Екатерина Павловна была несколько старше своего мужа и, как пишет Ольга Демидова, к концу 1870-х годов «от ее красоты ничего не осталось, кроме выразительных глаз». Она располнела, но старинное воспитание, манеры, обходительность и приветливость со всеми, умение найти интересную тему для разговора и интересно его поддержать делали ее знатной дамой Васильского уезда.
В распоряжении Екатерины Павловны были экипаж лошадей и ключница, заведовавшая кухней, людской и погребами. В доме ей были предоставлены пять комнат из шести, обставленные по ее вкусам креслами, кушетками, козетками, оттоманками, канапе, пуфами и креслами-качалками, на которых лежали вышитые подушки и антимакассары.
В семье царили мир и добрые отношения, несмотря на то, что буквально все вкусы супругов были диаметрально противоположны. Екатерина Павловна была чрезмерно аккуратна и чистоплотна. Она спокойно, терпеливо, но настойчиво обучала девочек-горничных премудростям тщательной уборки в доме, которая производилась исключительно под ее присмотром. А вот кухней барыня совсем не занималась. Единственное место, куда она не могла проникнуть с горничной, тряпкой и метелкой, была комната супруга. Туда вообще никто из домашних не допускался.
В конце концов, Екатерина Павловна махнула на это и на многое другое рукой: на туалеты мужа, на его упорный отказ от знакомств и выездов, на его насмешки надо всем, что ей было близко и дорого, на страсть к диким парадоксам, из которых большей частью состояла его речь. Она пришла к выводу, что на него не нужно смотреть всерьез.
Свою единственную дочь родители безгранично любили: они жили ею и для нее, «и оба хотели видеть ее идеалом всех совершенств». Отец с малолетства выучил Катю ездить верхом, брал ее с собой на работы, поощрял склонность к сельскому хозяйству, любил видеть ее в сарафане и в платочке с серпом или граблями в руках, гордился тем, что она не знает усталости, не боится простуды и вообще вытравливал из нее все, что отзывалось «барышней». Он сам учил ее грамоте, следил за ее чтением, выписывал книги и зимой проводил целые вечера за чтением вслух и беседой по поводу прочитанного. Он любовался умом девочки и ее смелыми суждениями.

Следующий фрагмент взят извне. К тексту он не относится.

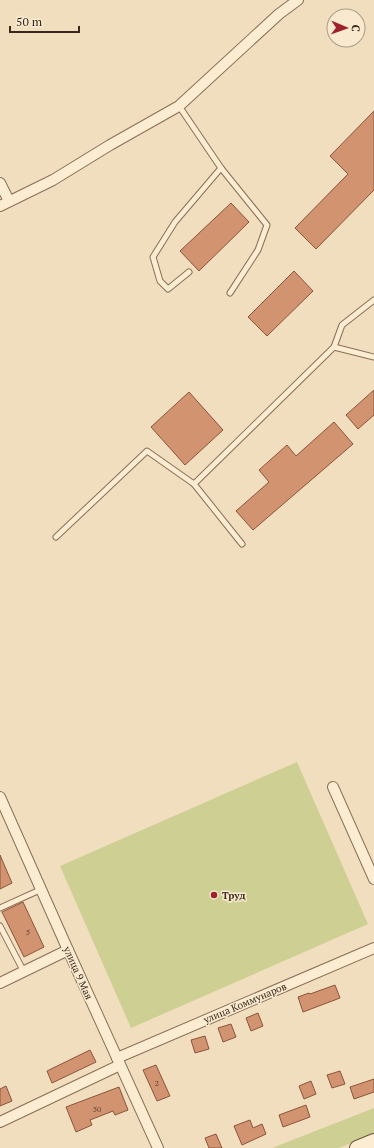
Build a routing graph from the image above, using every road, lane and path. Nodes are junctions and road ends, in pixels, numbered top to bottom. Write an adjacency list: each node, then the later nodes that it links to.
1 (298, 0): 2 (street)
2 (178, 106): 3 (lane); 5 (street)
3 (221, 168): 6 (lane); 7 (lane)
4 (0, 183): 5 (street)
5 (5, 204)
6 (190, 272)
7 (230, 294)
8 (374, 300): 9 (lane)
9 (334, 347): 10 (lane); 11 (lane)
10 (374, 357)
11 (194, 484): 12 (lane); 13 (lane)
12 (56, 537)
13 (242, 544)
14 (333, 787): 16 (street)
15 (0, 797): 17 (street, улица 9 Мая)
16 (374, 879)
17 (42, 889): 18 (lane); 21 (street, улица 9 Мая)
18 (0, 908)
19 (0, 926): 22 (lane)
20 (374, 948): 24 (street, улица Коммунаров)
21 (68, 950): 22 (street); 24 (street, улица 9 Мая)
22 (24, 972): 23 (street)
23 (0, 983)
24 (118, 1061): 25 (street, улица Коммунаров); 27 (street, улица 9 Мая)
25 (0, 1122)
26 (374, 1141): 28 (street)
27 (158, 1148)
28 (357, 1148)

Екатерине Павловне хотелось вырастить дочь так, чтобы она могла достойно занять место в любом обществе. Сама она всегда и везде, где было можно думала и говорила по-французски; правильному русскому языку не научилась до конца своих дней. Вот и дочери знание французского языка она передала в совершенстве. Катя могла вести часовую беседу на французском языке с самой чопорной и скучной из светских дам или прилично и толково поспорить с каким-нибудь заезжим петербургским гостем. Мать смирилась с занятиями дочери верховой ездой и сельским хозяйством, посчитав, что они ее развлекали и приносили пользу для здоровья.
Дочь усвоила кодекс уставов хорошего тона и общества, преподанный ей матерью. Катя всегда сохраняла олимпийское спокойствие и самообладание, говорила необыкновенно авторитетно. Сконфузиться, растеряться, вспылить, сделать порывистую неосторожность она совершенно не была способна
Ни в гимназию, ни в институт отпустить дочь родители не пожелали, так как не желали «расстаться со своим сокровищем и уступить его чужому влиянию». Средства не позволяли выписывать для дочери учителей, поэтому Веселовские наняли выпускницу Нижегородского епархиального училища Прасковью Васильевну Софийскую, которая обладала исключительным тактом и милым характером. Она должна была пройти с Катей школьный курс грамматики, арифметики, географии и истории. Также ей вменялись обязанности экономки, которые она выполняла весьма усердно и добросовестно.
Перед закатом солнца Екатерина Павловна с дочерью и гостями любила делать прогулки по окрестным лугам и межникам. Эти прогулки сопровождались разговорами о будущем, об интересах современной молодежи. Вернувшись в усадьбу, все усаживались за круглый стол, на котором уже стоял самовар, булочки с маслом, простокваша и ягоды. Владимир Павлович приводил себя в порядок после хозяйственных работ и присоединялся к семье. Под умиротворяющим влиянием заката и летних сумерек он приходил в добродушно-веселое настроение и очень оживлял общую беседу.
Он хорошо и охотно читал вслух, особенно поэтов, из которых в то время выше всего ставил Алексея Толстого. Иногда читал и собственные стихи. Владимир Павлович Веселовский оставил после себя поэтическое наследство: под псевдонимом «лорд Ловелей из Эдинбурга» в 1886 году опубликовал поэму «Спрут», в 1883 году написал, а в 1901 году издал поэму «Дедушка», посвященную Василию Львовичу Демидову, а в 1903 году – сборник «От лиры до балалайки: Стихотворения Хуторянина».